# What is being asked
A complete answer retypes each of the records below precisely and includes none of the pictures.
Records for the exercise START
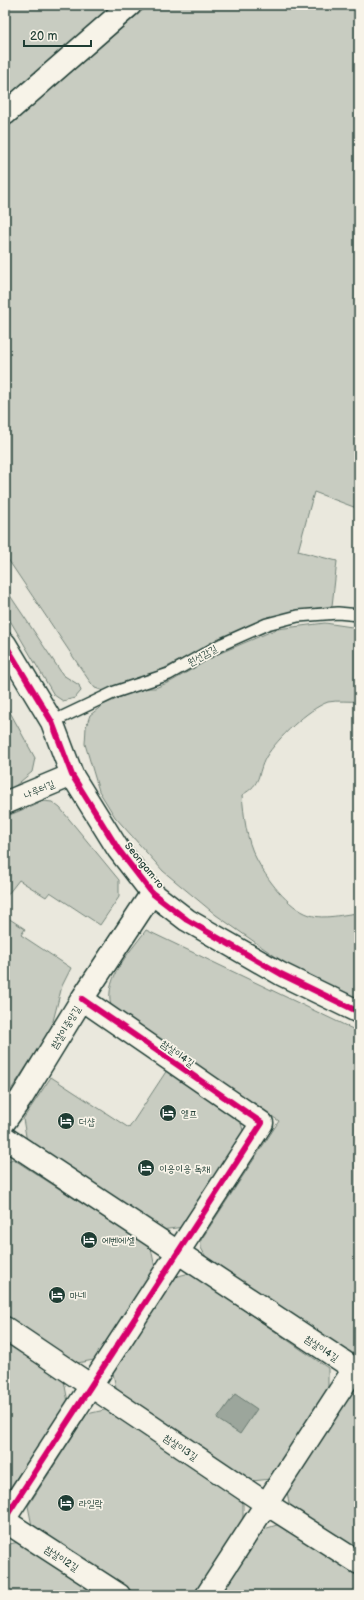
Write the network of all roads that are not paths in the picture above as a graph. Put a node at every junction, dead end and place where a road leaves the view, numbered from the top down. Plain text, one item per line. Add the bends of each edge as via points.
1 (130, 5) edge
2 (5, 114) edge
3 (359, 616) edge
4 (5, 644) edge
5 (52, 722) junction
6 (72, 775) junction
7 (5, 803) edge
8 (152, 892) junction
9 (82, 999) junction
10 (359, 1012) edge
11 (5, 1121) edge
12 (5, 1138) edge
13 (178, 1253) junction
14 (5, 1328) edge
15 (356, 1371) edge
16 (91, 1386) junction
17 (265, 1503) junction
18 (5, 1520) edge
19 (359, 1563) edge
20 (119, 1595) edge
21 (207, 1595) edge

1 - 2 street
3 - 5 lane, 원선감길 via 338,613 298,616 267,624 220,645 169,674 115,692
4 - 5 street, Seongam-ro
5 - 6 street, Seongam-ro
6 - 7 street, 나루터길
6 - 8 street, Seongam-ro via 118,849
8 - 9 street, 참살이중앙길
8 - 10 street, Seongam-ro via 188,920 274,970
9 - 11 street, 참살이중앙길
9 - 13 street, 참살이4길 via 262,1123
12 - 13 street, 참살이4길
13 - 15 street, 참살이4길
13 - 16 street
14 - 16 street, 참살이3길
15 - 17 street
16 - 17 street, 참살이3길
16 - 18 street
17 - 19 street, 참살이3길
17 - 21 street
18 - 20 street, 참살이2길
Records for the exercise END
# Result of the exercise
Write the network of all roads that are not paths in the picture above as a graph. Put a node at every junction, dead end and place where a road leaves the view, numbered from the top down. Plain text, one item per line. Add the bends of each edge as via points.
1 (130, 5) edge
2 (5, 114) edge
3 (359, 616) edge
4 (5, 644) edge
5 (52, 722) junction
6 (72, 775) junction
7 (5, 803) edge
8 (152, 892) junction
9 (82, 999) junction
10 (359, 1012) edge
11 (5, 1121) edge
12 (5, 1138) edge
13 (178, 1253) junction
14 (5, 1328) edge
15 (356, 1371) edge
16 (91, 1386) junction
17 (265, 1503) junction
18 (5, 1520) edge
19 (359, 1563) edge
20 (119, 1595) edge
21 (207, 1595) edge

1 - 2 street
3 - 5 lane, 원선감길 via 338,613 298,616 267,624 220,645 169,674 115,692
4 - 5 street, Seongam-ro
5 - 6 street, Seongam-ro
6 - 7 street, 나루터길
6 - 8 street, Seongam-ro via 118,849
8 - 9 street, 참살이중앙길
8 - 10 street, Seongam-ro via 188,920 274,970
9 - 11 street, 참살이중앙길
9 - 13 street, 참살이4길 via 262,1123
12 - 13 street, 참살이4길
13 - 15 street, 참살이4길
13 - 16 street
14 - 16 street, 참살이3길
15 - 17 street
16 - 17 street, 참살이3길
16 - 18 street
17 - 19 street, 참살이3길
17 - 21 street
18 - 20 street, 참살이2길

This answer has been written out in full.